Companies employing it might use algorithms, personal information, and AI to set a price for their goods based on everything from where you live to your age to your browsing or credit history. The practice, sometimes called dynamic pricing or personalized pricing, is growing increasingly common, but isn’t completely new.

In 2012, the travel website Orbitz began directing people on Macs to higher hotels after realizing they often had more purchasing power. It stopped the practice after the Wall Street Journal reported on it.

Is surveillance pricing the same thing as surge pricing? Yes and no.

You might know about surge pricing from the last time you tried to call an Uber during a rainstorm.
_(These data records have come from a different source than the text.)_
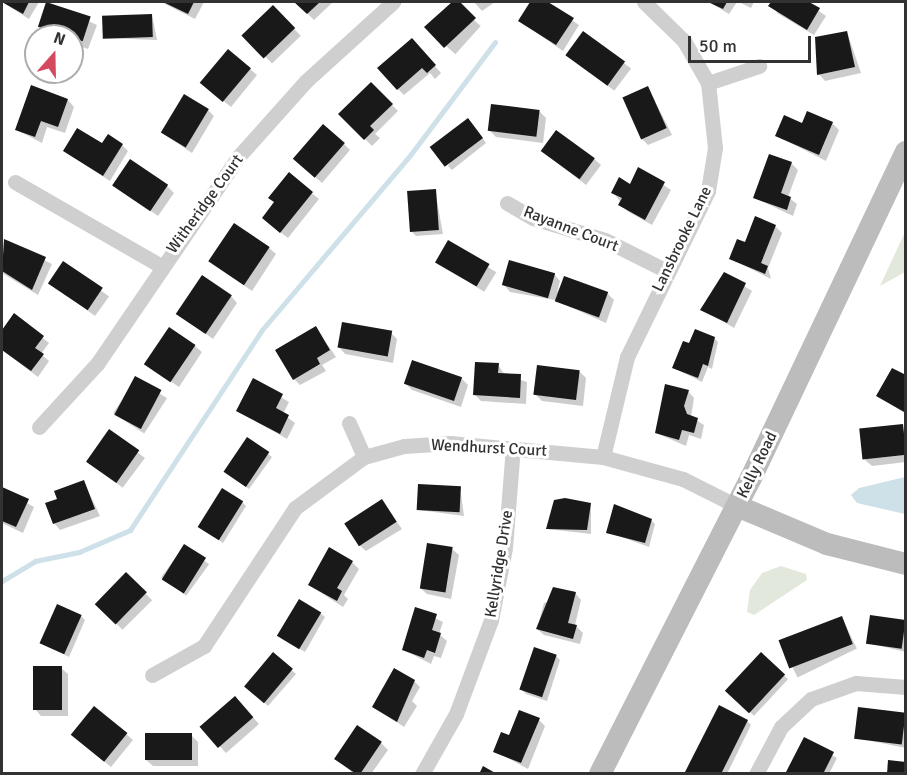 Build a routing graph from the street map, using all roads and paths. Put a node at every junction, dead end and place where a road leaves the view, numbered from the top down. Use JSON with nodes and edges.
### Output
{"nodes":[{"id":1,"x":393,"y":2,"type":"edge"},
{"id":2,"x":644,"y":2,"type":"edge"},
{"id":3,"x":759,"y":66,"type":"dead end"},
{"id":4,"x":708,"y":83,"type":"junction"},
{"id":5,"x":906,"y":152,"type":"edge"},
{"id":6,"x":15,"y":182,"type":"dead end"},
{"id":7,"x":507,"y":203,"type":"dead end"},
{"id":8,"x":161,"y":266,"type":"junction"},
{"id":9,"x":667,"y":272,"type":"junction"},
{"id":10,"x":349,"y":423,"type":"dead end"},
{"id":11,"x":39,"y":427,"type":"dead end"},
{"id":12,"x":513,"y":447,"type":"junction"},
{"id":13,"x":364,"y":457,"type":"junction"},
{"id":14,"x":603,"y":457,"type":"junction"},
{"id":15,"x":737,"y":506,"type":"junction"},
{"id":16,"x":906,"y":564,"type":"edge"},
{"id":17,"x":152,"y":675,"type":"dead end"},
{"id":18,"x":906,"y":687,"type":"edge"},
{"id":19,"x":422,"y":774,"type":"edge"},
{"id":20,"x":600,"y":774,"type":"edge"},
{"id":21,"x":756,"y":774,"type":"edge"}],
"edges":[{"from":1,"to":8,"type":"street","name":"Witheridge Court"},
{"from":2,"to":4,"type":"street","name":"Lansbrooke Lane"},
{"from":3,"to":4,"type":"street"},
{"from":4,"to":9,"type":"street","name":"Lansbrooke Lane"},
{"from":5,"to":15,"type":"main road","name":"Kelly Road"},
{"from":6,"to":8,"type":"street"},
{"from":7,"to":9,"type":"street","name":"Rayanne Court"},
{"from":8,"to":11,"type":"street","name":"Witheridge Court"},
{"from":9,"to":14,"type":"street","name":"Lansbrooke Lane"},
{"from":10,"to":13,"type":"street"},
{"from":12,"to":13,"type":"street","name":"Wendhurst Court"},
{"from":12,"to":14,"type":"street","name":"Wendhurst Court"},
{"from":12,"to":19,"type":"street","name":"Kellyridge Drive"},
{"from":13,"to":17,"type":"street","name":"Wendhurst Court"},
{"from":14,"to":15,"type":"street","name":"Wendhurst Court"},
{"from":15,"to":16,"type":"main road"},
{"from":15,"to":20,"type":"main road","name":"Kelly Road"},
{"from":18,"to":21,"type":"street"}]}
As demand skyrockets for a ride share, so does the price. This is one kind of surveillance pricing, but what the FTC is targeting appears more specific. The FTC said its probe concerns “when the pricing is based on surveillance of an individual’s personal characteristics and behavior.”

Is surveillance pricing bad?

The FTC opened its probe into companies using surveillance pricing because it’s worried about the risks it might pose to consumers

“Firms that harvest Americans’ personal data can put people’s privacy at risk. Now firms could be exploiting this vast trove of personal information to charge people higher prices,” FTC Chair Lina M. Khan said in a statement. “Americans deserve to know whether businesses are using detailed consumer data to deploy surveillance pricing, and the FTC’s inquiry will shed light on this shadowy ecosystem of pricing middlemen.”

The FTC is looking into four major areas of the practice: types of products being offered, data collection, customer and sales information, and impacts on consumers and prices.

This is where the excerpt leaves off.